Published Jul 02, 2014
BALTIMORE (BP) – The 2014 Southern Baptist Convention Pastors’ Conference, themed “Show Us Your Glory,” included speakers calling believers to persevere in suffering and live passionately for Christ.
The June 8-9 sessions in the Baltimore Convention Center preceded the June 10-11 annual meeting of the Southern Baptist Convention.
Rick Warren
Rick Warren, pastor of Saddleback Church in Lake Forest, spoke about suffering, his message coming a little more than a year after his son Matthew committed suicide.
Warren kept his remarks brief, saying that, though he had prepared a full message on suffering, a word from the Holy Spirit guided him in another direction during his flight to Baltimore.
“The Holy Spirit whispered to me, ‘The people and the pastors need your prayers more than they need your sermon,'” Warren said.
After speaking for about 15 minutes about suffering, Warren called for those who were in the midst of suffering to walk to the front, where he knelt and prayed for them. Warren asked God to use their suffering to make them more like Christ and better enable them to minister and witness. Many in the crowd went forward.
Before the prayer, Warren said suffering, though entwined with sorrow and grief, can be and is used by God to accomplish His purposes. Warren explained he has learned from his own experience that, after asking “why questions” – questions that even Jesus asked – Christians must realize that God allows suffering to direct, inspect, correct, protect and perfect them.
“If you study church history, you will discover that behind every publicly successful ministry, there is private pain,” Warren said, adding later that in his worst year, Saddleback had its best year.
“Pain is God’s megaphone,” he said. “There is no testimony without a test. There is no message without a mess. There is no impact without criticism. It is not by accident that the most blessed ministries are also the most attacked ministries.”
Warren offered five ways believers can use suffering when it comes: draw closer to God, draw closer to people, become more like Jesus, help others and witness to the world.
“God’s number one purpose in your life is to make you more like Christ,” Warren said. “If God’s going to make you like Jesus, He’s going to take you through the things that Jesus went through.”
David Platt
David Platt, pastor of The Church at Brook Hills in Birmingham, AL, outlined 25 names, titles, attributes and activities of God found in Psalm 68 in order for pastors to “get a glimpse of God’s glory” and be compelled to display it in their churches and the world.
“Once you get a taste of the glory of God, you find yourself possessed by an insatiable passion for more and more and more,” Platt asserted.
“You want God more than anything else. You long for God over and above everything else. You plead to see and know and experience more and more and more of His glory.
“I want that to be true in my life. I want it to be true in the church that I lead.”

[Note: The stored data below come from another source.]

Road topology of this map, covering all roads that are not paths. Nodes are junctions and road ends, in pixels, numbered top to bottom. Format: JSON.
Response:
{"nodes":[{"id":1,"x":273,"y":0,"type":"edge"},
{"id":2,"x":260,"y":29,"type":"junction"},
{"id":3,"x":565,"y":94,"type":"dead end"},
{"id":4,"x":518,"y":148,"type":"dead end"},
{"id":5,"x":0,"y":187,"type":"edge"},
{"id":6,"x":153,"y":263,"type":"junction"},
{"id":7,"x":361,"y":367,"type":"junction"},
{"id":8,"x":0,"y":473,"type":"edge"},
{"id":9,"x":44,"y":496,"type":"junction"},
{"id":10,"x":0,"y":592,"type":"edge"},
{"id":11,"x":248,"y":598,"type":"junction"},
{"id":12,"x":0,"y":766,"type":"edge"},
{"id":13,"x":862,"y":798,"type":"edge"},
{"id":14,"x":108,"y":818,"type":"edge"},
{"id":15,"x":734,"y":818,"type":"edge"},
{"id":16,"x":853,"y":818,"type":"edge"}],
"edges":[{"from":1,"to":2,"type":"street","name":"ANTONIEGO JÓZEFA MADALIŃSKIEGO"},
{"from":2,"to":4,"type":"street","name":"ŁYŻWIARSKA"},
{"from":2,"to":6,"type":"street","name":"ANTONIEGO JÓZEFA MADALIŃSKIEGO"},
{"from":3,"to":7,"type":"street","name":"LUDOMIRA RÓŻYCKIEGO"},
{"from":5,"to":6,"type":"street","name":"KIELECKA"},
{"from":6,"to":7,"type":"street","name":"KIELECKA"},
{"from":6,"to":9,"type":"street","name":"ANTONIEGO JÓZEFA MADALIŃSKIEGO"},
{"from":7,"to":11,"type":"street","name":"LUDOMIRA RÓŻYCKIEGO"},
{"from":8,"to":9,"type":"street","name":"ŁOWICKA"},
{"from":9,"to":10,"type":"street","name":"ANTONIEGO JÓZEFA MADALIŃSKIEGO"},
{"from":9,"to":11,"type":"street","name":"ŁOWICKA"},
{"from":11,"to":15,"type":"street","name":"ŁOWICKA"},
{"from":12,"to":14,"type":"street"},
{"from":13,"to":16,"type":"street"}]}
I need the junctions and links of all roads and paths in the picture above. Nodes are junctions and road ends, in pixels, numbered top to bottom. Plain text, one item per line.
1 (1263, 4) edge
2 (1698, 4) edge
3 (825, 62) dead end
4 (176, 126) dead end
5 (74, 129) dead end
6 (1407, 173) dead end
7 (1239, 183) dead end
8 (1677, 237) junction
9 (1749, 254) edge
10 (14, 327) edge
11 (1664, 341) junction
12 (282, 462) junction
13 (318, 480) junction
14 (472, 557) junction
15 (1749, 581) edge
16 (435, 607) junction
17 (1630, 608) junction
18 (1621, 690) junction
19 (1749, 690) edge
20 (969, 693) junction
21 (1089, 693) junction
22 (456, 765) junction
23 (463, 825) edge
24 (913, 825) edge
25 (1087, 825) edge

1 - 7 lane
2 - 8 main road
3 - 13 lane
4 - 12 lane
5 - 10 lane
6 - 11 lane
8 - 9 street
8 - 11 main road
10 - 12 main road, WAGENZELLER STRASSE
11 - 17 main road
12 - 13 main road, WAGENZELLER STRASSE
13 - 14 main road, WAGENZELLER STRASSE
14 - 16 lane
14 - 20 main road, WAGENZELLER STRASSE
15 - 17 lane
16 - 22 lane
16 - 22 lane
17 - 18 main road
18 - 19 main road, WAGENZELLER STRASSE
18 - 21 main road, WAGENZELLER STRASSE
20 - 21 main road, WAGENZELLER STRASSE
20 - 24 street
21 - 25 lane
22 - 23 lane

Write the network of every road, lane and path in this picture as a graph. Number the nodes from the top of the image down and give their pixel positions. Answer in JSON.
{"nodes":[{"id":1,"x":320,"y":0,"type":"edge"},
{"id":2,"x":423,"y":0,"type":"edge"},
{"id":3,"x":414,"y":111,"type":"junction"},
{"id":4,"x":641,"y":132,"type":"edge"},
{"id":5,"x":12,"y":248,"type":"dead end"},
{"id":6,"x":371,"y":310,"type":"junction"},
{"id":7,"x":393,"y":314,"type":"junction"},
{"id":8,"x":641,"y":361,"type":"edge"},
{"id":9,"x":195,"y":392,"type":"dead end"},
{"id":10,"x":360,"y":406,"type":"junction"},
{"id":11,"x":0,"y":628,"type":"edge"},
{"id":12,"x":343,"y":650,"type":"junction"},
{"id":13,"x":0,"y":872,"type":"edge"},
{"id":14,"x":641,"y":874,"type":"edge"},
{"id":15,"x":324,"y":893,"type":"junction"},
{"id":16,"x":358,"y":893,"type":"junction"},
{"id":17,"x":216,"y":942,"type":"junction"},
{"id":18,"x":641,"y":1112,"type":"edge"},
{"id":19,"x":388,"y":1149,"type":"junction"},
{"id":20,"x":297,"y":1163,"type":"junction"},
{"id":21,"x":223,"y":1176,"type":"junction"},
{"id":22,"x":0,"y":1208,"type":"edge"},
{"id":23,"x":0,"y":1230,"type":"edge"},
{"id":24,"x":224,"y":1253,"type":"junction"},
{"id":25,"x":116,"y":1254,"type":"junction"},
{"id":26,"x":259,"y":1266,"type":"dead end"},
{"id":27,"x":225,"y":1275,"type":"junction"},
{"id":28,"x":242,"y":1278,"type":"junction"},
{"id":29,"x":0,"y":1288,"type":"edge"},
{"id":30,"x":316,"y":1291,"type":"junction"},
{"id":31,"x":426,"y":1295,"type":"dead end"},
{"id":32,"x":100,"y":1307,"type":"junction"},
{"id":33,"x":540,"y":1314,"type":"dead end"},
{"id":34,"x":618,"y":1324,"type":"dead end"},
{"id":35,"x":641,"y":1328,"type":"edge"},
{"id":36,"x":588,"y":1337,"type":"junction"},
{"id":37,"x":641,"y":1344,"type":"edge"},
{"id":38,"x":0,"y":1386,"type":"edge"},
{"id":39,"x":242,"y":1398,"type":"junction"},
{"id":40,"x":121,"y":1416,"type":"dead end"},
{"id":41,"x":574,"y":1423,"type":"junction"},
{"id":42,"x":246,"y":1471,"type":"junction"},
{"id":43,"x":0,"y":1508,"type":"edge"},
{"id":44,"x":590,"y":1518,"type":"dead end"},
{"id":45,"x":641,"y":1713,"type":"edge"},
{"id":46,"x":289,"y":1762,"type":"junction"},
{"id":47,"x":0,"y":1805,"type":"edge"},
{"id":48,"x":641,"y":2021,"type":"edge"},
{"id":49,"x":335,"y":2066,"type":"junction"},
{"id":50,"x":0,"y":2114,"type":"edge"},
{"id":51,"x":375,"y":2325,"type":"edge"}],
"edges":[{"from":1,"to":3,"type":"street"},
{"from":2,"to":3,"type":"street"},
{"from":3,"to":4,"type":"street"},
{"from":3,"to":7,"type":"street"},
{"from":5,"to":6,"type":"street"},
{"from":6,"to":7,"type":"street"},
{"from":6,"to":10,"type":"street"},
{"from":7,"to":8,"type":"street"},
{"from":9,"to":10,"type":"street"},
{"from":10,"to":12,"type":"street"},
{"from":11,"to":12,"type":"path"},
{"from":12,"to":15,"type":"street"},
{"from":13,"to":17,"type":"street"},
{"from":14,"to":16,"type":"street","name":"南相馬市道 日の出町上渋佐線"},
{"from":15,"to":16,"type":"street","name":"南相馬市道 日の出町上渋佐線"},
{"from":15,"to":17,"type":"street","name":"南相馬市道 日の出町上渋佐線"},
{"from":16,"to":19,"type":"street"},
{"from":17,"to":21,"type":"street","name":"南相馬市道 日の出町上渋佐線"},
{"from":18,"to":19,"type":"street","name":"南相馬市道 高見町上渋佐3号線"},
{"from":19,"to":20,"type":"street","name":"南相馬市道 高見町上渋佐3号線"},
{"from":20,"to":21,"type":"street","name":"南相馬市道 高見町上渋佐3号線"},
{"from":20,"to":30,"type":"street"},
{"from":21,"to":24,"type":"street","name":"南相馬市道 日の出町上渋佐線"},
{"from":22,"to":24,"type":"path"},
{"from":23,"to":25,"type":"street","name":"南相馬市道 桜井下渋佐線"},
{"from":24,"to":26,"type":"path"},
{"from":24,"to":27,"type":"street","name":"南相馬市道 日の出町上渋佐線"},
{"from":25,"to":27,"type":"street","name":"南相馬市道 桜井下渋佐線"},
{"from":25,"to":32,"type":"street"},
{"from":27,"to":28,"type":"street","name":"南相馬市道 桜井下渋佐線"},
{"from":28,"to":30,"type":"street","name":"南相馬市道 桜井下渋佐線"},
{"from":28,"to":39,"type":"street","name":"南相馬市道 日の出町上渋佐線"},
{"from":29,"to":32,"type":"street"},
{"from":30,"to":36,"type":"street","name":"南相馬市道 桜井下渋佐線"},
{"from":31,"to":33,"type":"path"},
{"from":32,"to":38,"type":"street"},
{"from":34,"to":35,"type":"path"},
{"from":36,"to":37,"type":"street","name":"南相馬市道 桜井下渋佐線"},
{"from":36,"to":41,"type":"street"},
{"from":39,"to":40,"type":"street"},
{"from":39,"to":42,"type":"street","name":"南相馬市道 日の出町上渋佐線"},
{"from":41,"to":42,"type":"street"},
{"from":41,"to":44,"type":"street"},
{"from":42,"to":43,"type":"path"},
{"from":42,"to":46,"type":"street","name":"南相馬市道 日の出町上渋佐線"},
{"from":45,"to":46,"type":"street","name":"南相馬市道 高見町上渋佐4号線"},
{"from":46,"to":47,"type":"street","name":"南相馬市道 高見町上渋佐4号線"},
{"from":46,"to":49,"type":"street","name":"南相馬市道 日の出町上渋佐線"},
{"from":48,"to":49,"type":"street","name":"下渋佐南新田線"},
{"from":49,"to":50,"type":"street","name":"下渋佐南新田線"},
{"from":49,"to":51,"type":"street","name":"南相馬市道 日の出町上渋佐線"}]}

As Platt described the awe-invoking character and activity of God found in the psalm, he noted God is active, cares for the weak, holds sovereignty over nature and nations, carries burdens, saves His people and deserves praise throughout the Earth.
Beholding the glory of God, Platt said, should drive Christians to stand in awe of Him and give their lives to His mission.
“Give glory to this God,” Platt encouraged. “Do not be casual with this God. Do not be complacent with this God. … Stand in awe of this God! He has not saved us from our sins and filled us with His power so that we can sit back on the sidelines of what He is doing in the world. …
“May it be said of you and me, of the churches we lead, and this convention that we were men and women who loved the glory of God more than we loved our own lives.”
Francis Chan
In an emotional conclusion to the Pastors’ Conference, Francis Chan, author, speaker and former pastor of Cornerstone Community Church in Simi Valley, passionately called believers to “not be content to hear Moses” instead of going up the moun-taintop themselves.
His plea referenced Exodus 32-33, which describes Moses’ meeting with God on Mt. Sinai.
Chan urged the audience to develop a hunger to really know and love God, rather than “taking ‘selfies’ with Moses and writing about it.”
“Movements start when founders really know God, but movements die when the followers only know the founder,” Chan said.
Referencing Mark 14 – which tells of Jesus, in the depths of His sorrow, falling to the ground and asking that the cup pass from Him – Chan pressed believers to keep their eyes on the cross where Christ gave His all.
“Are you resting in the cross right now? Is your joy and salvation coming from Jesus?” Chan asked.
He concluded by saying he felt many of the conference participants were bound by rituals and patterns instead of “dying in their hearts to really know God.” In the midst of their devotion to those rituals, “people groups and people are going to Hell” without Christ, Chan declared.
Other Pastors’ Conference speakers included Ronnie Floyd, HB Charles Jr., Johnny Hunt, Clayton King, Eric Mason, JD Greear, James MacDonald and Alex Himaya.